The article reports that "[w]hatever their intentions, other child welfare organizations in Haiti said the plan was foolish at best." May I add, "Duh! Stupid!"
Here's the quote that really pisses me off:
[In Idaho, the group's pastor] urged [the rest of] his tearful congregation to pray to God to "help them as they seek to resist the accusations of Satan and the lies that he would want them to believe and the fears that he would want to plant into their heart."Accusations of Satan?
Accusations of Satan?! Are you kidding me?! The lies that Satan would want them to believe and fears Satan would plant in their hearts? Are you kidding me?!
No. What they need to be praying is that the Haitian government is so defunct, that they can just escape, like all the Haitian prisoners did when the earthquake first hit. They can just escape without checking with the Haitian government, and this time, they should probably leave out the Dominican government cause I bet it was those damn Dominicans who screwed the pooch and went all "Judas" on them. It'll be just like Easter and they'll rise again. Yeah!! Suck it Satan!
Hey, don't get me wrong. I loves me some Jesus! But I gotta go with the voodoo priest on this one:
One Voodoo leader said the Idaho group's plan - to give each child "new life in Christ" while facilitating their adoptions by "loving Christian families" in the United States - is deeply offensive.

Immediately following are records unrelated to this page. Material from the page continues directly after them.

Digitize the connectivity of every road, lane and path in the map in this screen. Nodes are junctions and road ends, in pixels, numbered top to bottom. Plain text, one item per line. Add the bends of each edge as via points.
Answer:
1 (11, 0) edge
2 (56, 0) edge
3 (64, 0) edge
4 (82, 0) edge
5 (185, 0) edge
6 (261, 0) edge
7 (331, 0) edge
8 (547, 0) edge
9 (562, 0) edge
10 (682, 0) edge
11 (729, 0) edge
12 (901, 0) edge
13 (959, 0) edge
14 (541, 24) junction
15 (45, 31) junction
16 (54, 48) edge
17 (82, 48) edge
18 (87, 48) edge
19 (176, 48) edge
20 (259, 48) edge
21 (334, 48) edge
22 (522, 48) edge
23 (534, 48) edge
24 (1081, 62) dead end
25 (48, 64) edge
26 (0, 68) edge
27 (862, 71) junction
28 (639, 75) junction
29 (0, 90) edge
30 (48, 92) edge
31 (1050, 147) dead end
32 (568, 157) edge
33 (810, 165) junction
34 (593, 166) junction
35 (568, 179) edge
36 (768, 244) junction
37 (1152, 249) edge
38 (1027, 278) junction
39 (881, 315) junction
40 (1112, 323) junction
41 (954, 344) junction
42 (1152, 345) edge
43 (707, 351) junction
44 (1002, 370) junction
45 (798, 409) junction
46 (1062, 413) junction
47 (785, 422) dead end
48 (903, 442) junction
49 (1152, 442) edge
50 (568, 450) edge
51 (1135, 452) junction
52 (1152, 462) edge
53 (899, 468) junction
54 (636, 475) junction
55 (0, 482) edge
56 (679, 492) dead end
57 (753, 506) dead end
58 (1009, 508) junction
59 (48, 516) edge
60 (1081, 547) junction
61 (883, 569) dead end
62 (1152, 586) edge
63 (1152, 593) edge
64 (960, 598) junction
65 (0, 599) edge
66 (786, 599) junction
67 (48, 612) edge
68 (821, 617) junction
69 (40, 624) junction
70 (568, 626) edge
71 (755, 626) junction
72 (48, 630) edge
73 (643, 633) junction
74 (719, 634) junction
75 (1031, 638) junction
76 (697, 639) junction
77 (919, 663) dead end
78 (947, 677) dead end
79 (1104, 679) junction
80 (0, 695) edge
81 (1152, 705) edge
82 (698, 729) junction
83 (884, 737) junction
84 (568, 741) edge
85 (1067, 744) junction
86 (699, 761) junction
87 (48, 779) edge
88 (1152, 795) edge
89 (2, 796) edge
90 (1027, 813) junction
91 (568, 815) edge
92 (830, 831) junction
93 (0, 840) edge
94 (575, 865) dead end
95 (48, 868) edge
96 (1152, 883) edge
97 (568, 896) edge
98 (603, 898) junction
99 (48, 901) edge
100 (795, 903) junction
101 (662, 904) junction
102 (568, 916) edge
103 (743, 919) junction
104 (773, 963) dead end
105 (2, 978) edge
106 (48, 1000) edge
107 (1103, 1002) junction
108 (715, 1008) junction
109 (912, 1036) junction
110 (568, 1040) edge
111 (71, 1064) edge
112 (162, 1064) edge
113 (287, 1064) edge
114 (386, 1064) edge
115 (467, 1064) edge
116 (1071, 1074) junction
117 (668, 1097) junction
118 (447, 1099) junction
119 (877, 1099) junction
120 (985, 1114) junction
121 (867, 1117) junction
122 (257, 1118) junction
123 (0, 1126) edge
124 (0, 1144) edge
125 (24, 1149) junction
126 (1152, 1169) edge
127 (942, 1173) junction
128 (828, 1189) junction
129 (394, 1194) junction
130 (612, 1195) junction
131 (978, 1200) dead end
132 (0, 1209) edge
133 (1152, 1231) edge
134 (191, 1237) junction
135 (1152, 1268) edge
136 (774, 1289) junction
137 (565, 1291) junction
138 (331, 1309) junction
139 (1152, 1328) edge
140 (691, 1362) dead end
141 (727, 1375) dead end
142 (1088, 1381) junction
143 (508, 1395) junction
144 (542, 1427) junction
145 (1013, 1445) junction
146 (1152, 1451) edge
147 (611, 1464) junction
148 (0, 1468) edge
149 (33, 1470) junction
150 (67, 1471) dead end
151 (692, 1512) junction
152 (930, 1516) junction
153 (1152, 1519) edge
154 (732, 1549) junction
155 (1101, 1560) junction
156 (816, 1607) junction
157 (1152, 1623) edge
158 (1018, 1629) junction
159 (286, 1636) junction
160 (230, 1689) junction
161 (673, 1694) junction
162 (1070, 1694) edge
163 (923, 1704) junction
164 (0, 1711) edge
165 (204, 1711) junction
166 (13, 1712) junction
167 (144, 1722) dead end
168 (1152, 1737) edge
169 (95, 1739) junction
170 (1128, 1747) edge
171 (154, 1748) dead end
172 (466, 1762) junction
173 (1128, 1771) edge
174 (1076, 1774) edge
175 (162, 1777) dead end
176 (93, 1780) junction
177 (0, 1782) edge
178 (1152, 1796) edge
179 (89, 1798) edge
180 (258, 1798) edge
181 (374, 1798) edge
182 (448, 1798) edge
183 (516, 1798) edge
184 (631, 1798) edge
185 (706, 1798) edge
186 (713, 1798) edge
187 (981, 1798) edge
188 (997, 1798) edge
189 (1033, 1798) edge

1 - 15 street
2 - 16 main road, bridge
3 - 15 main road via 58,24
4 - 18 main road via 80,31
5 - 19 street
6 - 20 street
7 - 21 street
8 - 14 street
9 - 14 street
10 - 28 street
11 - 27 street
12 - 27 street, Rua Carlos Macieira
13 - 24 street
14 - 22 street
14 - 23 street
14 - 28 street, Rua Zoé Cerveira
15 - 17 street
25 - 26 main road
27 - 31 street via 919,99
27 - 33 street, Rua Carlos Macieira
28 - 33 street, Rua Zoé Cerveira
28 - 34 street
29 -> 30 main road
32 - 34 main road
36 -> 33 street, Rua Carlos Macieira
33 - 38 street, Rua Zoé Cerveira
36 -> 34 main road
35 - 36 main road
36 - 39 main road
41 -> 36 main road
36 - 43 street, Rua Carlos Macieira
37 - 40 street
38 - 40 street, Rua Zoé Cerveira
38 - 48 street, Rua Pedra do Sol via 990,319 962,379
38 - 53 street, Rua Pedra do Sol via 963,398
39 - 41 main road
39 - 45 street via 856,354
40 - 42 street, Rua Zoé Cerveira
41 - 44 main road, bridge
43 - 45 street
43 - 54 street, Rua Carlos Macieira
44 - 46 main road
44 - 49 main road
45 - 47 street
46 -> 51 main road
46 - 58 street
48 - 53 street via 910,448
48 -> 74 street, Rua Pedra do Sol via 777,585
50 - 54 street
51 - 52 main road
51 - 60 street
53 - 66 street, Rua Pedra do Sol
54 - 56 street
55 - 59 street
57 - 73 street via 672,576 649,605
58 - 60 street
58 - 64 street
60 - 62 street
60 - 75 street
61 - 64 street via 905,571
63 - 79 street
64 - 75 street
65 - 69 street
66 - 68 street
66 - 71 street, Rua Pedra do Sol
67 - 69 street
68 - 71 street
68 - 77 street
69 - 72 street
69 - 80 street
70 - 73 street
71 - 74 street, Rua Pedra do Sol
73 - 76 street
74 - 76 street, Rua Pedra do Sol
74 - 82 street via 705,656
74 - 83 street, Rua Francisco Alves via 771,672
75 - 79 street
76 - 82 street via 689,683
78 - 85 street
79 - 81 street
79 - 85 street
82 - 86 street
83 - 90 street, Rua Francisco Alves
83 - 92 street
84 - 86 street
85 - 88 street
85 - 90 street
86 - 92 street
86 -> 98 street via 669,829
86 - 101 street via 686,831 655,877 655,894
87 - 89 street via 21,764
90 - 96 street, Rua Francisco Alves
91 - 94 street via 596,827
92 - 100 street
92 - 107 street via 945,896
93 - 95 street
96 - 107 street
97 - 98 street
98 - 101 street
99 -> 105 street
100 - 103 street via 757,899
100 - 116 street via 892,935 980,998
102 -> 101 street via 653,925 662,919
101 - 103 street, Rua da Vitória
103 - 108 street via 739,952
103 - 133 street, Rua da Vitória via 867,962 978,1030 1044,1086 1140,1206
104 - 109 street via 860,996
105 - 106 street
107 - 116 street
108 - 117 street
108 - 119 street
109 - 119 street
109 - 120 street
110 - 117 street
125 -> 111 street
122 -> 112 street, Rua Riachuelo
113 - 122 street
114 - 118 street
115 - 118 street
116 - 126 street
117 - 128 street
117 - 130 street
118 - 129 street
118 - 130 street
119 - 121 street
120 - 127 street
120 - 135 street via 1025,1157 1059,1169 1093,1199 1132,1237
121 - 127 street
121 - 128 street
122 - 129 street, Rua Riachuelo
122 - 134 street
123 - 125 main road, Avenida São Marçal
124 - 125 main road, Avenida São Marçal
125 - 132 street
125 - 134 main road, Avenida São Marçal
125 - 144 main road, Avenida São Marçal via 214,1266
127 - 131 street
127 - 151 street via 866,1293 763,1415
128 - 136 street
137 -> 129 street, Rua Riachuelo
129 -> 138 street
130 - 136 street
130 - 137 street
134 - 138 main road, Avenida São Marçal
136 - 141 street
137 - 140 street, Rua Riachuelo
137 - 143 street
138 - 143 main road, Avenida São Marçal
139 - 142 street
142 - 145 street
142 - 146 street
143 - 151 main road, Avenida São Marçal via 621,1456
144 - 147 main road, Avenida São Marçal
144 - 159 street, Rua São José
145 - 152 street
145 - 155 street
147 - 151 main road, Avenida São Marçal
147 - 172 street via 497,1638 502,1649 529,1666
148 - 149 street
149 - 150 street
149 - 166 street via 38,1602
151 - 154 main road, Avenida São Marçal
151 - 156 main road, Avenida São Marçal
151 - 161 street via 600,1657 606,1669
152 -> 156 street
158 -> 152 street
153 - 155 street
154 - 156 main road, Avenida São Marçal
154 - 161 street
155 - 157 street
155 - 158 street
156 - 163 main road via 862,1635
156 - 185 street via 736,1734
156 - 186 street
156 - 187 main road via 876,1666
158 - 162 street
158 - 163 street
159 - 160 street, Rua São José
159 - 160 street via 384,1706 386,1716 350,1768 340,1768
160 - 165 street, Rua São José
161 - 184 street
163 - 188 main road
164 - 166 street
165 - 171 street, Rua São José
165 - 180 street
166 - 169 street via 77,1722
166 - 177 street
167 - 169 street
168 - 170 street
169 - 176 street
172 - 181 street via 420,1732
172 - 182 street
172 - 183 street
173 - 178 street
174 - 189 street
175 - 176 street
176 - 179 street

"There are many who come here with religious ideas that belong more in the time of the inquisition," said Max Beauvoir, head of Haiti's Voodoo Priest's Association, which represents thousands of priests and priestesses. "These types of people believe they need to save our souls and our bodies from ourselves. We need compassion, not proselytizing now, and we need aid - not just aid going to people of the Christian faith."